---------- SOURCE RECORDS
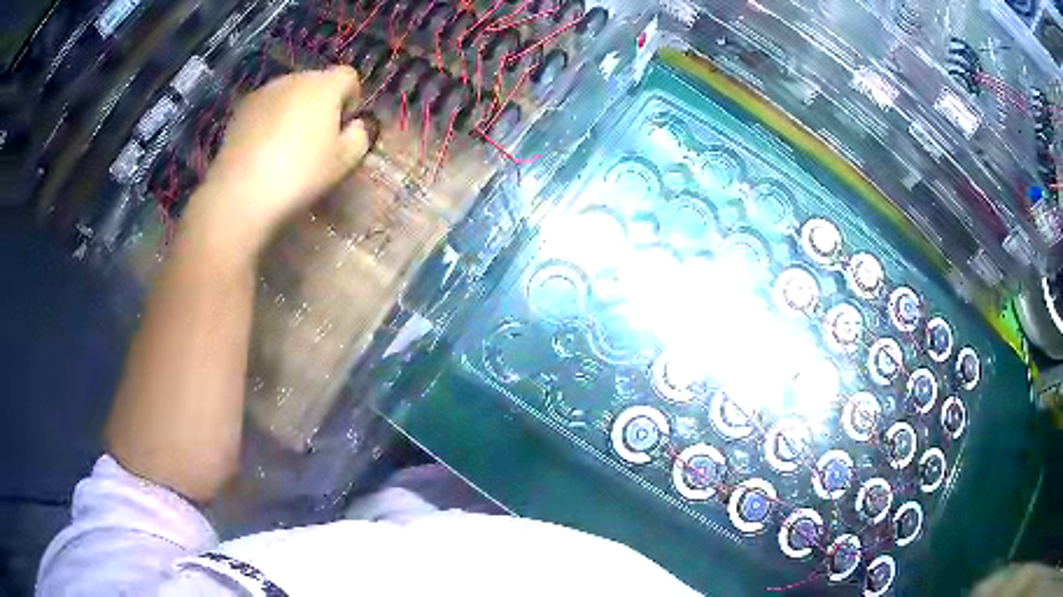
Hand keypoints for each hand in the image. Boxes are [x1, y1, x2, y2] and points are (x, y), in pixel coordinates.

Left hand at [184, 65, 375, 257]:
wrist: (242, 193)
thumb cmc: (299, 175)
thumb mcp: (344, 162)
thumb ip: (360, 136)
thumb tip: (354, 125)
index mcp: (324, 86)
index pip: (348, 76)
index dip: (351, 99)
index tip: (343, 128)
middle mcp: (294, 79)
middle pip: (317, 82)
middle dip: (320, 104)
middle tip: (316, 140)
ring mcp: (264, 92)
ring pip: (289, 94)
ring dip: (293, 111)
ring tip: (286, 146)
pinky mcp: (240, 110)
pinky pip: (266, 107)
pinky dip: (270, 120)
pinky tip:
--------------------
---------- SOURCE RECORDS
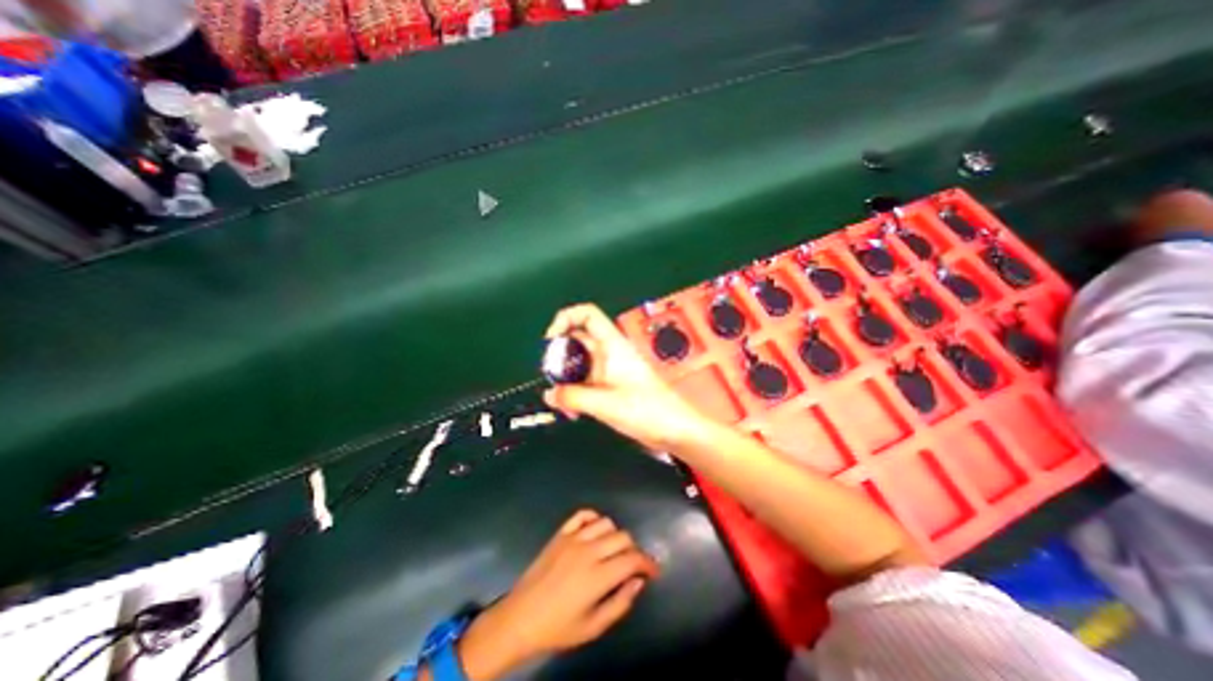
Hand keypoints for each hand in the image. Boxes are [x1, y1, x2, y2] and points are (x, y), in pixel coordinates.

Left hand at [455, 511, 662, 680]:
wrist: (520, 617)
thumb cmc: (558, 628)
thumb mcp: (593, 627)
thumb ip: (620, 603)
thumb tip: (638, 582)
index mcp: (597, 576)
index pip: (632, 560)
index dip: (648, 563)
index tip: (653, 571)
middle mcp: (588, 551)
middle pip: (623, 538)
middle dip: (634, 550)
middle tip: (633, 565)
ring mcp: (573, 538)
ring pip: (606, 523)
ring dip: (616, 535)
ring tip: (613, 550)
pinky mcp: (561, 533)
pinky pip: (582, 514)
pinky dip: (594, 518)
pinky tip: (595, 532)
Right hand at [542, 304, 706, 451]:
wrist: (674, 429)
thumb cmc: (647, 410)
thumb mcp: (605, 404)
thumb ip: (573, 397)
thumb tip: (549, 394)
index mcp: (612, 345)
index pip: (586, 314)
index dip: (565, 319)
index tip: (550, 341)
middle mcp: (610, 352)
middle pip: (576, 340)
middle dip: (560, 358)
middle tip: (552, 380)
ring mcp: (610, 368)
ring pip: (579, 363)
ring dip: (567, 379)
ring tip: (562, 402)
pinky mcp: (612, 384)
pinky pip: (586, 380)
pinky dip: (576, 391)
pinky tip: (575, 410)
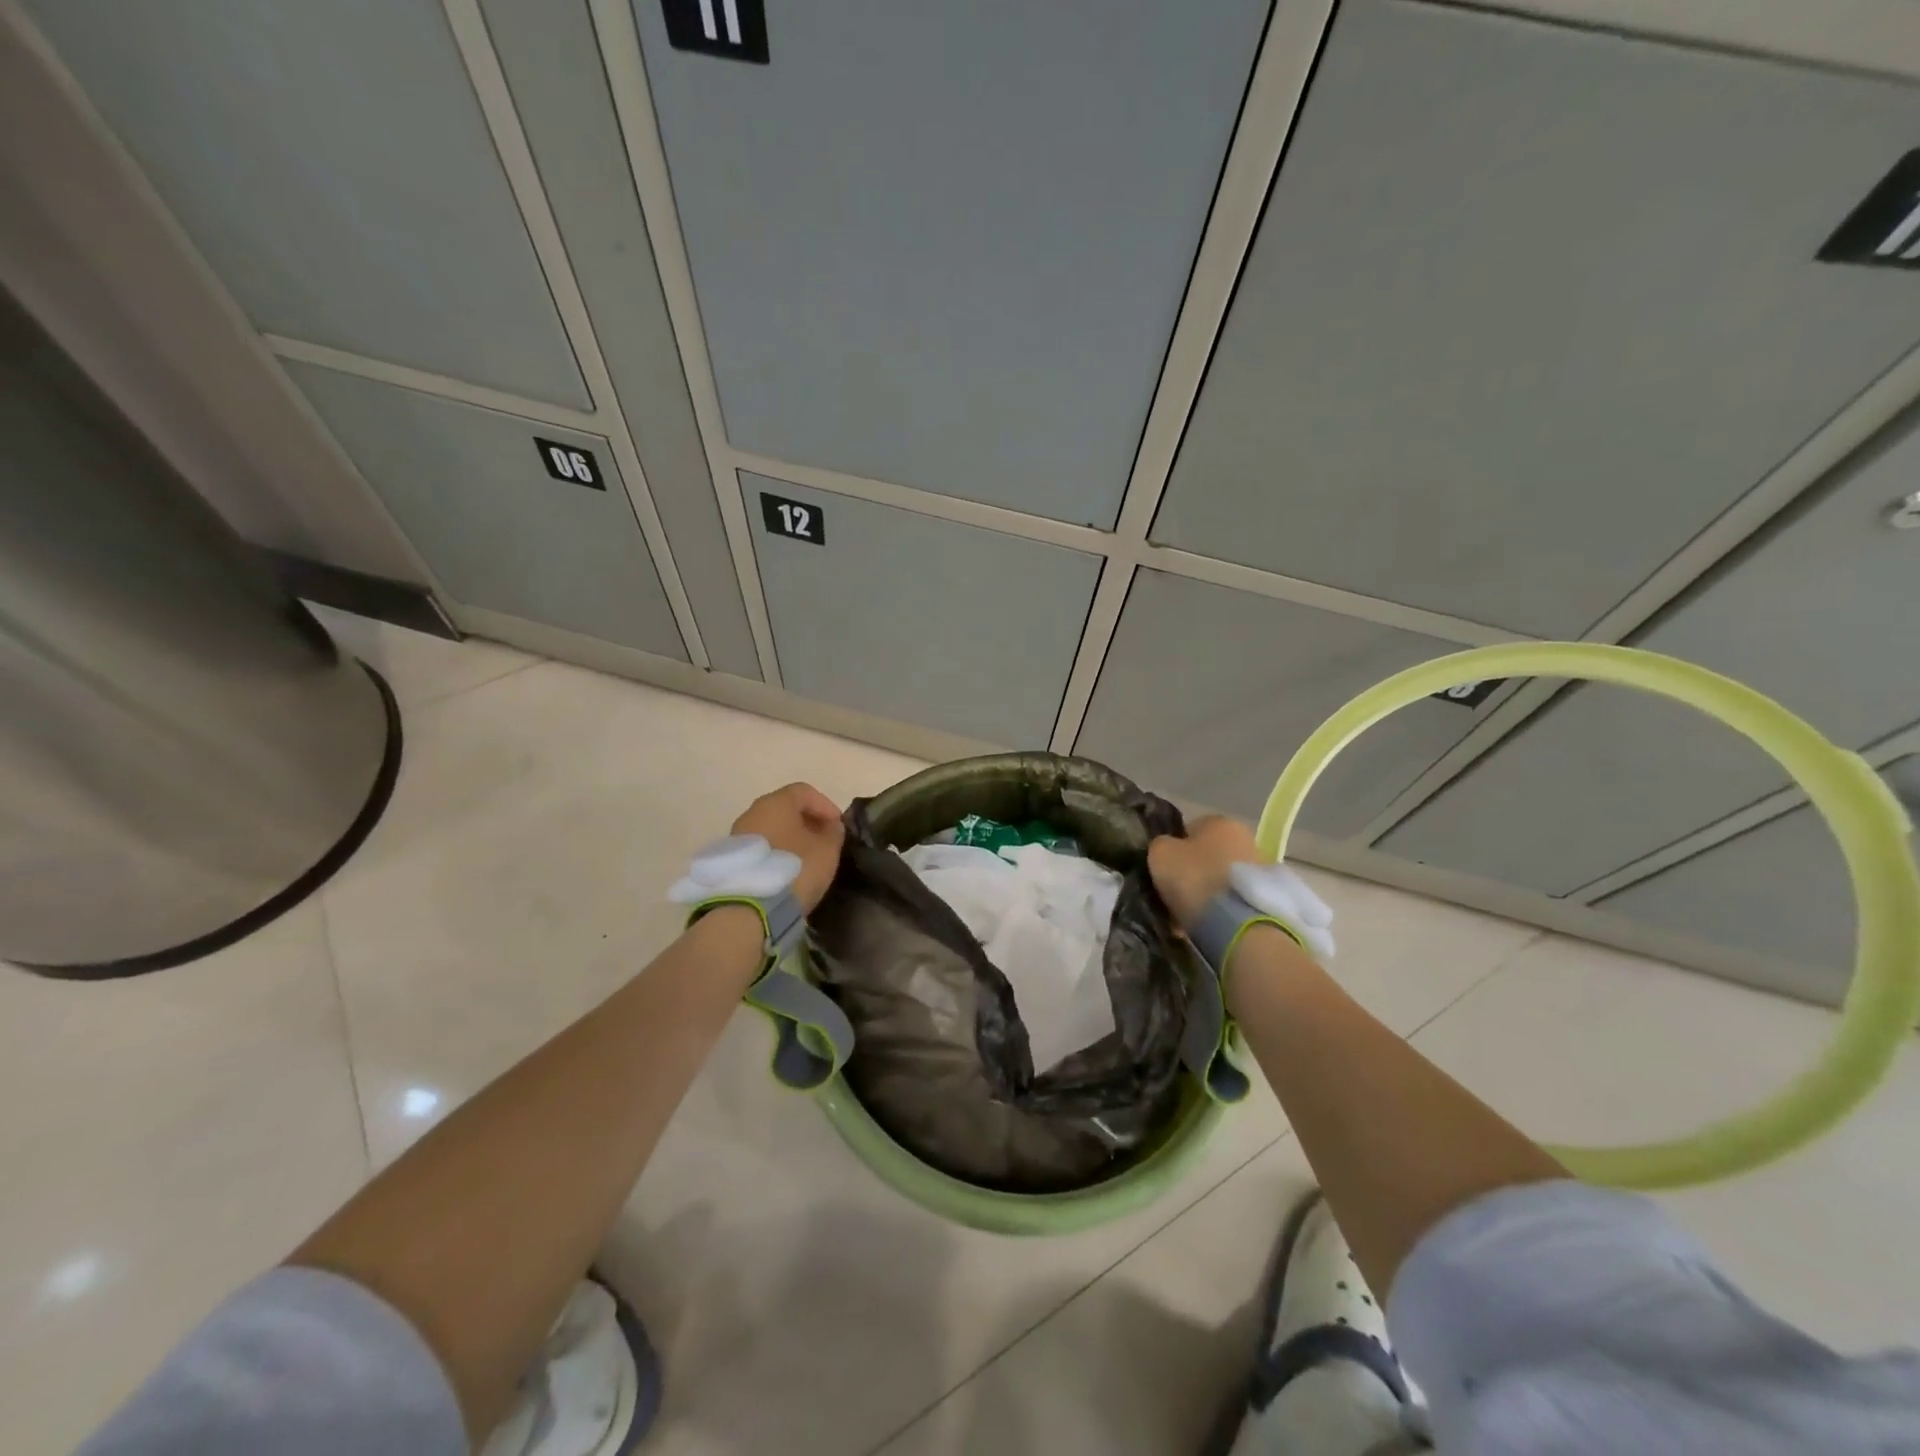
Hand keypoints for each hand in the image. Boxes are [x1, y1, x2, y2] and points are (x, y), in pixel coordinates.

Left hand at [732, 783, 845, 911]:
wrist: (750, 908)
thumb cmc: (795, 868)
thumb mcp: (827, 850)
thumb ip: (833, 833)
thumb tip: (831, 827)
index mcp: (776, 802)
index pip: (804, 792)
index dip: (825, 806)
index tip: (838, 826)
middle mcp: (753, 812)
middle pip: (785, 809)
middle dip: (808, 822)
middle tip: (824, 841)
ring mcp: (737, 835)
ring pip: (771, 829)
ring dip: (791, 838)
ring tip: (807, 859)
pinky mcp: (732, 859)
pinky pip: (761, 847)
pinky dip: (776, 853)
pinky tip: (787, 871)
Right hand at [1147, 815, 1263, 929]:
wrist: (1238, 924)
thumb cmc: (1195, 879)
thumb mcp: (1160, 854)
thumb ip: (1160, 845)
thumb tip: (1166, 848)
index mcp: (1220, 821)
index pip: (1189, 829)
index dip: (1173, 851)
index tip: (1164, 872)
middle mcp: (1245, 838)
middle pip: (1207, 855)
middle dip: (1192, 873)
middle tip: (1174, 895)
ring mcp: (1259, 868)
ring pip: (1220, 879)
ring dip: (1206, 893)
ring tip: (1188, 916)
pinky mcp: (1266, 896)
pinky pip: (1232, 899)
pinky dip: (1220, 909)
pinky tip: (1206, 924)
--------------------
---------- SOURCE RECORDS
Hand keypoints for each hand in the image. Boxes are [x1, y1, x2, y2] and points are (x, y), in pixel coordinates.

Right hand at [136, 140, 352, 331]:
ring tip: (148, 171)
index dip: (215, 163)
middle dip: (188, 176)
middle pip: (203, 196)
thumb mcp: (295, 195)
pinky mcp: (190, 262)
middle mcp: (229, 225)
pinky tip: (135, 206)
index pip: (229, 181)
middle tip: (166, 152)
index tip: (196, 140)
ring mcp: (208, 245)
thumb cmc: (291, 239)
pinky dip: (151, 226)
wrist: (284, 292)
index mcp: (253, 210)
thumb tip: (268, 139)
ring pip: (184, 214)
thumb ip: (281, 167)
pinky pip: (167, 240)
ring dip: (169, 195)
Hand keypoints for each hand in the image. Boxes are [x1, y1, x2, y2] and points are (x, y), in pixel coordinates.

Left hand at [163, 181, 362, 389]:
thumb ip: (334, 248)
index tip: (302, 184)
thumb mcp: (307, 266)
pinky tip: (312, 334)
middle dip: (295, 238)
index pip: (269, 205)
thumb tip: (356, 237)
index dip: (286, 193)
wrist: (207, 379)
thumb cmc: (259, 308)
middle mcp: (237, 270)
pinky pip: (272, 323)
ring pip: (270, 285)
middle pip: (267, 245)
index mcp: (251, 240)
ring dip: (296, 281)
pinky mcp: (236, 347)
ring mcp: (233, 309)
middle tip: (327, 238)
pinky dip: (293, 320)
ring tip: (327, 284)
--------------------
**PROBLEM DESCRIPTION:** From the records above, copy every line that includes the word "wrist".

**EXERCISE RESPONSE:**
wrist: (242, 193)
wrist: (520, 617)
wrist: (674, 429)
wrist: (750, 908)
wrist: (1238, 924)
wrist: (284, 292)
wrist: (207, 379)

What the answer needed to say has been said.